I ran to English school to escape my French perpetrators.
I ran in figure skates and ballet slippers to be away on weekends too.
I ran so the monsters under my bed would not bite me.
I ran and hid in snow forts, the pool, and the neighbour’s yard.
I ran in jungles in my colouring books.
I ran with stuffed animals who loved me.
And I ran with all my might to escape from the truth that would swallow me.
I ran to food to soothe me.
I ran to sex to release me.
I ran to alcohol to raise me.
I ran to drugs to erase me.
And I ran to an English art college to create me.
I ran to Toronto and the Ontario College of Art and Design.
I ran into my mentor, Paul Baker.
I ran wholeheartedly into theatre and opera design.
I ran heedlessly with my creative impulses.
And I had to keep running to forget and survive.
I ran to Toronto with my hellish boyfriend in tow.
I ran hapless and powerless into the jaws of more abuse.
I ran with drugs, with art, with as much of it as I could claw.
And the more I ran, the more circular it got.
I ran to the Banff Centre and the University of Victoria.
I ran in phenomenal landscapes that beckoned my soul.
I ran in clouds of hydroponic marijuana and magic mushrooms.
I ran with Shakespeare, Chekhov, Williams, and Albee.
I ran into my first girlfriend or she ran into me.
And I ran into a new me.
In due course,
I ran back to Toronto to work on my first professional production.
I ran into my first sexy, butchy girlfriend.
I ran into my first therapist’s office.
And then I ran into a me I really did not know.
By and by,
I ran into my first memory of sexual abuse.
I ran into my grandfather and what he did to me.
I ran into my mother and what she did and didn’t do to me.
I ran into my father and the insanity of what he did to me.

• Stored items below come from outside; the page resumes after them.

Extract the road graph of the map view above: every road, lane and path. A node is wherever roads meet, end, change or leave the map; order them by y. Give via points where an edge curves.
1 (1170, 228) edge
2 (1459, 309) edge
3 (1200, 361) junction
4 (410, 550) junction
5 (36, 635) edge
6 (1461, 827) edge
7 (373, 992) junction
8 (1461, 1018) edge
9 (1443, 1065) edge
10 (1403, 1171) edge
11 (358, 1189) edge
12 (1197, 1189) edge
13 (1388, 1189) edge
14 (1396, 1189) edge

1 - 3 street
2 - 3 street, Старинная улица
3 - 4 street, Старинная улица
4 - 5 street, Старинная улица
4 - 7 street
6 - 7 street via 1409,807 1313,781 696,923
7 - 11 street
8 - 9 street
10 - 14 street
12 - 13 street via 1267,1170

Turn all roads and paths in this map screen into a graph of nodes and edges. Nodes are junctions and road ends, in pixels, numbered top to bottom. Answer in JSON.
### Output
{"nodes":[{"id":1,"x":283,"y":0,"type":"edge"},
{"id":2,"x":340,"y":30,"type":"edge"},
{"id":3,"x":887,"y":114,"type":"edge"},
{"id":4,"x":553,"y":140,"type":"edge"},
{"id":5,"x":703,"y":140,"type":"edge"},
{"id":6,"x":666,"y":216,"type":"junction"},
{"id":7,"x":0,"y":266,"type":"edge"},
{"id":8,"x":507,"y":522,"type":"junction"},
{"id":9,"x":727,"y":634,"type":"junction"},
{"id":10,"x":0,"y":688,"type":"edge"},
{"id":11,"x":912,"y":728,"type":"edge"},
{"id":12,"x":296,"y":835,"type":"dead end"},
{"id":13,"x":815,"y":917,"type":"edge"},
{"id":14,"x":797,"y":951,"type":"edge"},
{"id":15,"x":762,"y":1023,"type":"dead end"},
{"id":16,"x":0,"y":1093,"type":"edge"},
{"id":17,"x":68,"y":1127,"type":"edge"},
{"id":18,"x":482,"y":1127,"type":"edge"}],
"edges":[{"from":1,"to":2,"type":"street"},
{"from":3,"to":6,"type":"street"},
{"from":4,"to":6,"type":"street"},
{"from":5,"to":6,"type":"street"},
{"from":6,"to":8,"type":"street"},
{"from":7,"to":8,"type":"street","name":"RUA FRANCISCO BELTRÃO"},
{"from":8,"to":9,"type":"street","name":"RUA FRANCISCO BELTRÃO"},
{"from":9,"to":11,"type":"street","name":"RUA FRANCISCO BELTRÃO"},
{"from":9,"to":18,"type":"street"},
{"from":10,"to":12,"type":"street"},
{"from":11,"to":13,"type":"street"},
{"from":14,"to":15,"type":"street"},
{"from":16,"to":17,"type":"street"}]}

And I ran into my grandmother and all the love she had for me.
When Mamy was dying,
I ran into my first big blast of unconditional love.
I ran into the arms of my first dead aunt and ancestor.
I ran into magic, mystery, and invisible energy.
I ran into alternative medicine and Reiki.
And, most importantly, I ran into my innate power to self-heal.
I run to feel the heartbeat of the earth,
to fall into a dance with my beloved Mother
in a way that I have yet to before.
I run because I thrive
And I run to see where my open heart takes me.